▸ WHAT TO DO
Every line in the entries where "North" is found should be copied.

..............................

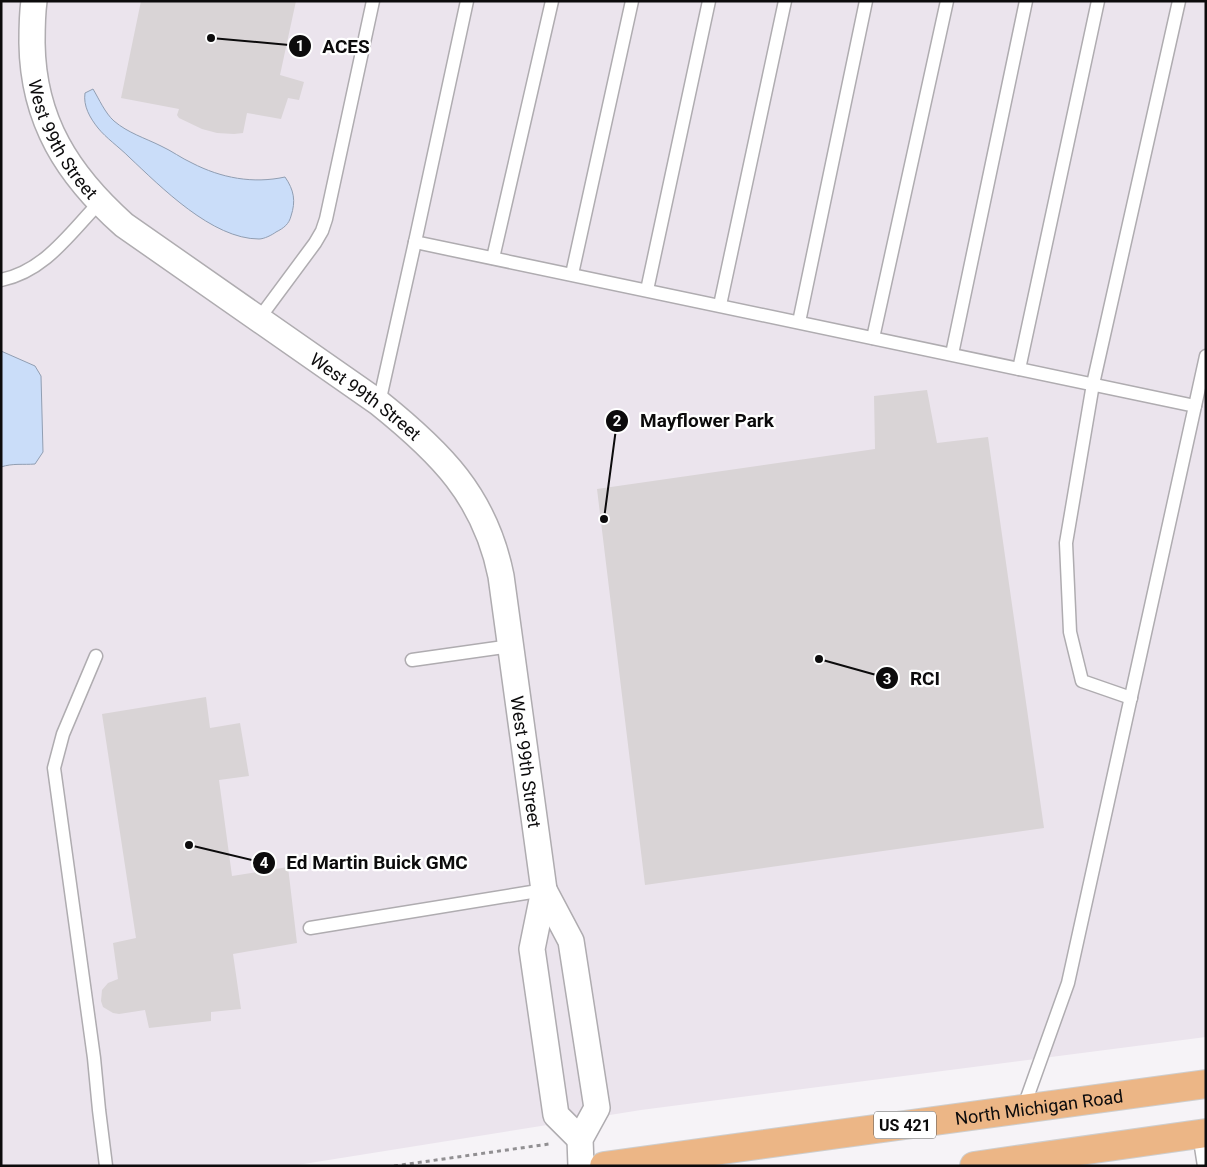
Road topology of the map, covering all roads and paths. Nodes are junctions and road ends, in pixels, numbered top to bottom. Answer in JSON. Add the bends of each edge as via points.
{"nodes":[{"id":1,"x":34,"y":1,"type":"edge"},
{"id":2,"x":373,"y":1,"type":"edge"},
{"id":3,"x":467,"y":1,"type":"edge"},
{"id":4,"x":552,"y":1,"type":"edge"},
{"id":5,"x":632,"y":1,"type":"edge"},
{"id":6,"x":708,"y":1,"type":"edge"},
{"id":7,"x":785,"y":1,"type":"edge"},
{"id":8,"x":866,"y":1,"type":"edge"},
{"id":9,"x":947,"y":1,"type":"edge"},
{"id":10,"x":1026,"y":1,"type":"edge"},
{"id":11,"x":1098,"y":1,"type":"edge"},
{"id":12,"x":1179,"y":1,"type":"edge"},
{"id":13,"x":99,"y":203,"type":"junction"},
{"id":14,"x":415,"y":242,"type":"junction"},
{"id":15,"x":493,"y":258,"type":"junction"},
{"id":16,"x":572,"y":274,"type":"junction"},
{"id":17,"x":1,"y":280,"type":"edge"},
{"id":18,"x":647,"y":290,"type":"junction"},
{"id":19,"x":720,"y":306,"type":"junction"},
{"id":20,"x":258,"y":320,"type":"junction"},
{"id":21,"x":799,"y":322,"type":"junction"},
{"id":22,"x":873,"y":338,"type":"junction"},
{"id":23,"x":952,"y":354,"type":"junction"},
{"id":24,"x":1206,"y":356,"type":"edge"},
{"id":25,"x":1019,"y":369,"type":"junction"},
{"id":26,"x":1093,"y":384,"type":"junction"},
{"id":27,"x":379,"y":403,"type":"junction"},
{"id":28,"x":1195,"y":406,"type":"junction"},
{"id":29,"x":511,"y":646,"type":"junction"},
{"id":30,"x":96,"y":656,"type":"dead end"},
{"id":31,"x":412,"y":660,"type":"dead end"},
{"id":32,"x":1130,"y":698,"type":"junction"},
{"id":33,"x":544,"y":890,"type":"junction"},
{"id":34,"x":310,"y":928,"type":"dead end"},
{"id":35,"x":1206,"y":1084,"type":"edge"},
{"id":36,"x":1023,"y":1109,"type":"junction"},
{"id":37,"x":1202,"y":1134,"type":"edge"},
{"id":38,"x":580,"y":1140,"type":"junction"},
{"id":39,"x":106,"y":1166,"type":"edge"},
{"id":40,"x":394,"y":1166,"type":"edge"},
{"id":41,"x":581,"y":1166,"type":"edge"},
{"id":42,"x":604,"y":1166,"type":"edge"},
{"id":43,"x":974,"y":1166,"type":"edge"},
{"id":44,"x":1204,"y":1166,"type":"edge"}],
"edges":[{"from":1,"to":13,"type":"street","name":"West 99th Street","via":[[32,54],[42,108],[62,155]]},
{"from":2,"to":20,"type":"lane","via":[[322,231]]},
{"from":3,"to":14,"type":"lane"},
{"from":4,"to":15,"type":"lane"},
{"from":5,"to":16,"type":"lane"},
{"from":6,"to":18,"type":"lane"},
{"from":7,"to":19,"type":"lane"},
{"from":8,"to":21,"type":"lane"},
{"from":9,"to":22,"type":"lane"},
{"from":10,"to":23,"type":"lane"},
{"from":11,"to":25,"type":"lane"},
{"from":12,"to":26,"type":"lane"},
{"from":13,"to":17,"type":"lane","via":[[41,263],[15,277]]},
{"from":13,"to":20,"type":"street","name":"West 99th Street","via":[[124,225]]},
{"from":14,"to":15,"type":"lane"},
{"from":14,"to":27,"type":"lane"},
{"from":15,"to":16,"type":"lane"},
{"from":16,"to":18,"type":"lane"},
{"from":18,"to":19,"type":"lane"},
{"from":19,"to":21,"type":"lane"},
{"from":20,"to":27,"type":"street","name":"West 99th Street"},
{"from":21,"to":22,"type":"lane"},
{"from":22,"to":23,"type":"lane"},
{"from":23,"to":25,"type":"lane"},
{"from":24,"to":28,"type":"lane"},
{"from":25,"to":26,"type":"lane"},
{"from":26,"to":28,"type":"lane"},
{"from":26,"to":32,"type":"lane","via":[[1066,543],[1070,632],[1082,681]]},
{"from":27,"to":29,"type":"street","name":"West 99th Street","via":[[433,449],[458,477],[480,511],[496,551]]},
{"from":28,"to":32,"type":"lane"},
{"from":29,"to":31,"type":"lane"},
{"from":29,"to":33,"type":"street","name":"West 99th Street"},
{"from":30,"to":39,"type":"lane","via":[[63,734],[54,768]]},
{"from":32,"to":36,"type":"lane","via":[[1068,983]]},
{"from":33,"to":34,"type":"lane"},
{"from":33,"to":38,"type":"street","name":"West 99th Street","via":[[532,949],[556,1115]]},
{"from":33,"to":38,"type":"street","name":"West 99th Street","via":[[571,941],[597,1108]]},
{"from":35,"to":36,"type":"main road","name":"North Michigan Road","number":"US 421"},
{"from":36,"to":42,"type":"main road","name":"North Michigan Road","number":"US 421"},
{"from":37,"to":43,"type":"main road"},
{"from":37,"to":44,"type":"lane"},
{"from":38,"to":40,"type":"path"},
{"from":38,"to":41,"type":"street"}]}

..............................

▸ YOUR SOLUTION
{"from":35,"to":36,"type":"main road","name":"North Michigan Road","number":"US 421"},
{"from":36,"to":42,"type":"main road","name":"North Michigan Road","number":"US 421"},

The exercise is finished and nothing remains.